Advertising support for OData in web pages

Most browsers today will automatically enable their RSS/Atom reader option when you're on a page that has a feed in it. This is because the page has one or more <link> elements pointing to RSS/Atom endpoints, for example:

<link rel="alternate" type="application/rss+xml" title="Pablo Castro&#39;s blog (RSS 2.0)" href="https://blogs.msdn.com/b/pablo/rss.aspx" />

It would be great if all OData clients could automatically discover the location of the data feed that has the data represented by the current web page, or more in general, by the document fetched through some arbitrary URL. We had this discussion with Scott some time ago and he rolled the results in the NerdDinner.com site, but I failed to post this so it stays documented somewhere and others can follow, so here it goes.

Servers can advertise the OData endpoints that correspond to a resource using two mechanisms. Ideally servers would implement both, but sometimes limitations in the hosting environment and such may make it hard to support the header-based approach.

Using <link> elements

The first mechanism consists of adding one or more <link> headers to any HTML web page that shows data where that data can also be accessed as an OData feed using some other URL. There are two kinds of links for OData, those that direct clients to the service root (usually where the service document lives)and those that point at the specific dataset that corresponds to the data displayed in the page (e.g. point to a specific collection and includes whatever filters and sort order is used for display). Taking the example from the home page of NerdDinner.com:

<link rel="odata.service" title="NerdDinner.com OData Service" href="/Services/OData.svc" />
<link rel="odata.feed" title="NerdDinner.com OData Service - Dinners" href="/Services/OData.svc/Dinners" />

In this example the relation "odata.service" indicates that the href has a URL pointing to the root of a service and the relation "odata.feed" specifies the URL to the specific dataset for the page (dinners in this case). Note that it's perfectly fine to have multiple of each, although I would expect that the common thing to do would be go have one "odata.service" and zero or more "odata.feed", depending on the specific page you're looking at.

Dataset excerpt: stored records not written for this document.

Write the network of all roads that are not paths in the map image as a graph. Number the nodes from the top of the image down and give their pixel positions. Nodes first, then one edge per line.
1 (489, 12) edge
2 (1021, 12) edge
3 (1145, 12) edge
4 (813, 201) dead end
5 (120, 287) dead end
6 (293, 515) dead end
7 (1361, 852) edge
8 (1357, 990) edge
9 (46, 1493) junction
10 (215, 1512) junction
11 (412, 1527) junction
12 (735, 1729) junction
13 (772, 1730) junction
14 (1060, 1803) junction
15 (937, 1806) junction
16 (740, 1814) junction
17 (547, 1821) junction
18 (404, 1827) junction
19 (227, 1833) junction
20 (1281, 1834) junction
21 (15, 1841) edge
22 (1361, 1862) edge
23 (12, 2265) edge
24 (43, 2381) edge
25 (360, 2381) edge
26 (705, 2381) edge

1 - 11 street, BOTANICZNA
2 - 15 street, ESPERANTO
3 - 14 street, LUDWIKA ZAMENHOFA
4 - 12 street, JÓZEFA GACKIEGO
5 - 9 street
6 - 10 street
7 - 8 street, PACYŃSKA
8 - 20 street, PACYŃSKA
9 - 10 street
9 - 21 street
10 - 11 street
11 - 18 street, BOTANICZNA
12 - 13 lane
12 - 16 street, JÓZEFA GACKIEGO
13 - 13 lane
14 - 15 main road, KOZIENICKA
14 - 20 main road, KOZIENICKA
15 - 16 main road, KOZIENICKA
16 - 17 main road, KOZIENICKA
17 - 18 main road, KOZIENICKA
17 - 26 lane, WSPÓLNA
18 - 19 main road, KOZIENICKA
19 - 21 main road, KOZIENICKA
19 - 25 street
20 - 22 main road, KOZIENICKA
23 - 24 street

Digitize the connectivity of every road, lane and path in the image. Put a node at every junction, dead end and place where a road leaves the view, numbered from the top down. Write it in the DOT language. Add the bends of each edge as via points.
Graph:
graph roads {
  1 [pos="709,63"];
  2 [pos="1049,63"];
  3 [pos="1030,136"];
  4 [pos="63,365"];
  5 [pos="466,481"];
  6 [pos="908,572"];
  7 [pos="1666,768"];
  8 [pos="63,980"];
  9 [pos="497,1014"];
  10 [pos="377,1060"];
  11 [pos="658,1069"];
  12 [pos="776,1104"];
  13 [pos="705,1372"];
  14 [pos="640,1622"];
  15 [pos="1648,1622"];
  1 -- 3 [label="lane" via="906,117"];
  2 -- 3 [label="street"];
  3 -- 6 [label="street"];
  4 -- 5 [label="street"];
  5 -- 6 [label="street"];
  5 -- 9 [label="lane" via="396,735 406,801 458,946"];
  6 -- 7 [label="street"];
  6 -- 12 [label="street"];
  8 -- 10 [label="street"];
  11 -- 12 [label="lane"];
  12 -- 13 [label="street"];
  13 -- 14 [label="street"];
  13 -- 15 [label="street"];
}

If your web page has the typical syndication icon to indicate that it has feeds in it, and you'd like to indicate visually that it also has links to OData feeds you can use the OData icon like NerdDinner.com does (next to the syndication icon on the right in the screenshot):

image

Using links in response headers

There is a proposal currently in-flight to standardize how servers can send links to related resources of a given resource using response headers instead of including them as part of the content of the response body. This is great because it means you don't have to know how to parse the content-type of the body (e.g. HTML) in order to obtain a link. In our context, your OData client wouldn't need to do any HTML parsing to obtain the OData feed related to a web page or some other random resource obtained through a user-provided URL.

The "Web Linking" proposal is described in the current draft in the IETF web site:

https://datatracker.ietf.org/doc/draft-nottingham-http-link-header/

As for the specifics for OData we would define two relations, "https://odata.org/link/service" and "https://odata.org/link/feed", corresponding to the "odata.service" and "odata.feed" relations used in the <link> element above. So for NerdDinner.com these would look like this in the response header section:

Link: </Services/OData.svc/>; rel="https://odata.org/link/service"; title="NerdDinner.com OData Service"
Link: </Services/OData.svc/Dinners/>; rel="https://odata.org/link/feed"; title="NerdDinner.com OData Service - Dinners"

For all folks hosting OData services, please consider adding one or if possible both of these to advertise your services. For anybody writing a client, this is the best way to discover services given an arbitrary URL that may point to a web page or something like that, and you can still make it nicely redirect to the right location and things will "just work" for your users.